* [TASK DESCRIPTION] Without skipping or changing anything, print all the entries.
======== EXTRACTED INFORMATION
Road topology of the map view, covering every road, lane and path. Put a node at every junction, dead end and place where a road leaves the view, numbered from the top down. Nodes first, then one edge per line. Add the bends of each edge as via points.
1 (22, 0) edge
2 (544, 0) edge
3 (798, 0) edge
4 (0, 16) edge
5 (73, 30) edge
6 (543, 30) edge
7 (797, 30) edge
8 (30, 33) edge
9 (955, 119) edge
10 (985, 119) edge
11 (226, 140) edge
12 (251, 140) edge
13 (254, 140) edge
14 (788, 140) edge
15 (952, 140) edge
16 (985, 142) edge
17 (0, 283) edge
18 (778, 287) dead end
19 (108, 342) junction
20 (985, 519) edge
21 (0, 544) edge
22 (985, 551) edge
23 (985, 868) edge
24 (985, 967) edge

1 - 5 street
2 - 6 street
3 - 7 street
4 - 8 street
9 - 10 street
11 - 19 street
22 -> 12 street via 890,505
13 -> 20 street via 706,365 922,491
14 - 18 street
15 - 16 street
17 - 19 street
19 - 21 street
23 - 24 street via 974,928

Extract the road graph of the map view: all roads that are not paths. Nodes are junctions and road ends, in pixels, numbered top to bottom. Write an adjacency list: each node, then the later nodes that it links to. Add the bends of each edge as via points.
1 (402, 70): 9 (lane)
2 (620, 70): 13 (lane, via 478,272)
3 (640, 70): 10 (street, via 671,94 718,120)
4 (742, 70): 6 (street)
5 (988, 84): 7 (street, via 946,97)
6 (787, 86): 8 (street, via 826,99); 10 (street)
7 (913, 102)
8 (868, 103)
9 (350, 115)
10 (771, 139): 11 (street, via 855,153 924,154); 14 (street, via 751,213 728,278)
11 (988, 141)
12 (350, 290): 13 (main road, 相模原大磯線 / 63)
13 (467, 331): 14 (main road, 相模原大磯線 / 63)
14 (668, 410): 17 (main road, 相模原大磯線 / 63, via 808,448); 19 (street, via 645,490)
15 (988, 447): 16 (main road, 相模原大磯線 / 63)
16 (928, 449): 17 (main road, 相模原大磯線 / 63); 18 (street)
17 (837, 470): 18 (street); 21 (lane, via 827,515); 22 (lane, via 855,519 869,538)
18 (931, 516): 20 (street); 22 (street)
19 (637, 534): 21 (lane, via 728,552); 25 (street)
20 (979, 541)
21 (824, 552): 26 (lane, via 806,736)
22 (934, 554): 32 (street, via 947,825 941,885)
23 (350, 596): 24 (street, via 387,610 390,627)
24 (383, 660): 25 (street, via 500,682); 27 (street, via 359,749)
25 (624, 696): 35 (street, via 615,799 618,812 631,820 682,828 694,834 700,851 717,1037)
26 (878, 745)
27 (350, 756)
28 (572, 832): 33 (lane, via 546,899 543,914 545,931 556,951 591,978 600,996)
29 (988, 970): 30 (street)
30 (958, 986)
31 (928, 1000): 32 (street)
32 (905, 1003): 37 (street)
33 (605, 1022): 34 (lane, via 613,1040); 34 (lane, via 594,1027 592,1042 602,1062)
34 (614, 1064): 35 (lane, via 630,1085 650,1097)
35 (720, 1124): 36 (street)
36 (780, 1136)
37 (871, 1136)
================
* [ANSWER BELOW]
Road topology of the map view, covering every road, lane and path. Put a node at every junction, dead end and place where a road leaves the view, numbered from the top down. Nodes first, then one edge per line. Add the bends of each edge as via points.
1 (22, 0) edge
2 (544, 0) edge
3 (798, 0) edge
4 (0, 16) edge
5 (73, 30) edge
6 (543, 30) edge
7 (797, 30) edge
8 (30, 33) edge
9 (955, 119) edge
10 (985, 119) edge
11 (226, 140) edge
12 (251, 140) edge
13 (254, 140) edge
14 (788, 140) edge
15 (952, 140) edge
16 (985, 142) edge
17 (0, 283) edge
18 (778, 287) dead end
19 (108, 342) junction
20 (985, 519) edge
21 (0, 544) edge
22 (985, 551) edge
23 (985, 868) edge
24 (985, 967) edge

1 - 5 street
2 - 6 street
3 - 7 street
4 - 8 street
9 - 10 street
11 - 19 street
22 -> 12 street via 890,505
13 -> 20 street via 706,365 922,491
14 - 18 street
15 - 16 street
17 - 19 street
19 - 21 street
23 - 24 street via 974,928

Extract the road graph of the map view: all roads that are not paths. Nodes are junctions and road ends, in pixels, numbered top to bottom. Write an adjacency list: each node, then the later nodes that it links to. Add the bends of each edge as via points.
1 (402, 70): 9 (lane)
2 (620, 70): 13 (lane, via 478,272)
3 (640, 70): 10 (street, via 671,94 718,120)
4 (742, 70): 6 (street)
5 (988, 84): 7 (street, via 946,97)
6 (787, 86): 8 (street, via 826,99); 10 (street)
7 (913, 102)
8 (868, 103)
9 (350, 115)
10 (771, 139): 11 (street, via 855,153 924,154); 14 (street, via 751,213 728,278)
11 (988, 141)
12 (350, 290): 13 (main road, 相模原大磯線 / 63)
13 (467, 331): 14 (main road, 相模原大磯線 / 63)
14 (668, 410): 17 (main road, 相模原大磯線 / 63, via 808,448); 19 (street, via 645,490)
15 (988, 447): 16 (main road, 相模原大磯線 / 63)
16 (928, 449): 17 (main road, 相模原大磯線 / 63); 18 (street)
17 (837, 470): 18 (street); 21 (lane, via 827,515); 22 (lane, via 855,519 869,538)
18 (931, 516): 20 (street); 22 (street)
19 (637, 534): 21 (lane, via 728,552); 25 (street)
20 (979, 541)
21 (824, 552): 26 (lane, via 806,736)
22 (934, 554): 32 (street, via 947,825 941,885)
23 (350, 596): 24 (street, via 387,610 390,627)
24 (383, 660): 25 (street, via 500,682); 27 (street, via 359,749)
25 (624, 696): 35 (street, via 615,799 618,812 631,820 682,828 694,834 700,851 717,1037)
26 (878, 745)
27 (350, 756)
28 (572, 832): 33 (lane, via 546,899 543,914 545,931 556,951 591,978 600,996)
29 (988, 970): 30 (street)
30 (958, 986)
31 (928, 1000): 32 (street)
32 (905, 1003): 37 (street)
33 (605, 1022): 34 (lane, via 613,1040); 34 (lane, via 594,1027 592,1042 602,1062)
34 (614, 1064): 35 (lane, via 630,1085 650,1097)
35 (720, 1124): 36 (street)
36 (780, 1136)
37 (871, 1136)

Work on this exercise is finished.